Activity
Will you transcribe the entries that follow, exactly and in full?

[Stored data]
———
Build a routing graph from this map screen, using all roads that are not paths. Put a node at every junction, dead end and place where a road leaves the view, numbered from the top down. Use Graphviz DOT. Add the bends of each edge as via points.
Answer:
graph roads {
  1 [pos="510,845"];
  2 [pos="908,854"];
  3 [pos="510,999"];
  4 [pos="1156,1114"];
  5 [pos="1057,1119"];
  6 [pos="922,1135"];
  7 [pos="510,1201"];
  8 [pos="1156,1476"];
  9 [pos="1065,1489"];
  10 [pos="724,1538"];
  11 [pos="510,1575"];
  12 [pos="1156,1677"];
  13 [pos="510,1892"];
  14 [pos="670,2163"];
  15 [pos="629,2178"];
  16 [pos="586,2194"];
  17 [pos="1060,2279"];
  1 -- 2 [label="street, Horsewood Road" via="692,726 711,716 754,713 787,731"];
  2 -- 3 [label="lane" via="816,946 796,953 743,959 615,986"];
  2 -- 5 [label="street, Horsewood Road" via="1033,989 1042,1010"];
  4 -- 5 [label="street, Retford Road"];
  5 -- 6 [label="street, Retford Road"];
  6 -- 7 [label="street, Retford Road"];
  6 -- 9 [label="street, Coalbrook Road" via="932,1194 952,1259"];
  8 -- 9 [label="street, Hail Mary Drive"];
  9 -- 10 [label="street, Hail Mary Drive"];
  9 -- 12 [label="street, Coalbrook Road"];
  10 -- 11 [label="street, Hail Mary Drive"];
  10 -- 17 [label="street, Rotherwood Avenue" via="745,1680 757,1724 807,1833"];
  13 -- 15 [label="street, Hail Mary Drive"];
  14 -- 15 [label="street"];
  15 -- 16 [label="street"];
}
———
Response
Build a routing graph from this map screen, using all roads that are not paths. Put a node at every junction, dead end and place where a road leaves the view, numbered from the top down. Use Graphviz DOT. Add the bends of each edge as via points.
Answer:
graph roads {
  1 [pos="510,845"];
  2 [pos="908,854"];
  3 [pos="510,999"];
  4 [pos="1156,1114"];
  5 [pos="1057,1119"];
  6 [pos="922,1135"];
  7 [pos="510,1201"];
  8 [pos="1156,1476"];
  9 [pos="1065,1489"];
  10 [pos="724,1538"];
  11 [pos="510,1575"];
  12 [pos="1156,1677"];
  13 [pos="510,1892"];
  14 [pos="670,2163"];
  15 [pos="629,2178"];
  16 [pos="586,2194"];
  17 [pos="1060,2279"];
  1 -- 2 [label="street, Horsewood Road" via="692,726 711,716 754,713 787,731"];
  2 -- 3 [label="lane" via="816,946 796,953 743,959 615,986"];
  2 -- 5 [label="street, Horsewood Road" via="1033,989 1042,1010"];
  4 -- 5 [label="street, Retford Road"];
  5 -- 6 [label="street, Retford Road"];
  6 -- 7 [label="street, Retford Road"];
  6 -- 9 [label="street, Coalbrook Road" via="932,1194 952,1259"];
  8 -- 9 [label="street, Hail Mary Drive"];
  9 -- 10 [label="street, Hail Mary Drive"];
  9 -- 12 [label="street, Coalbrook Road"];
  10 -- 11 [label="street, Hail Mary Drive"];
  10 -- 17 [label="street, Rotherwood Avenue" via="745,1680 757,1724 807,1833"];
  13 -- 15 [label="street, Hail Mary Drive"];
  14 -- 15 [label="street"];
  15 -- 16 [label="street"];
}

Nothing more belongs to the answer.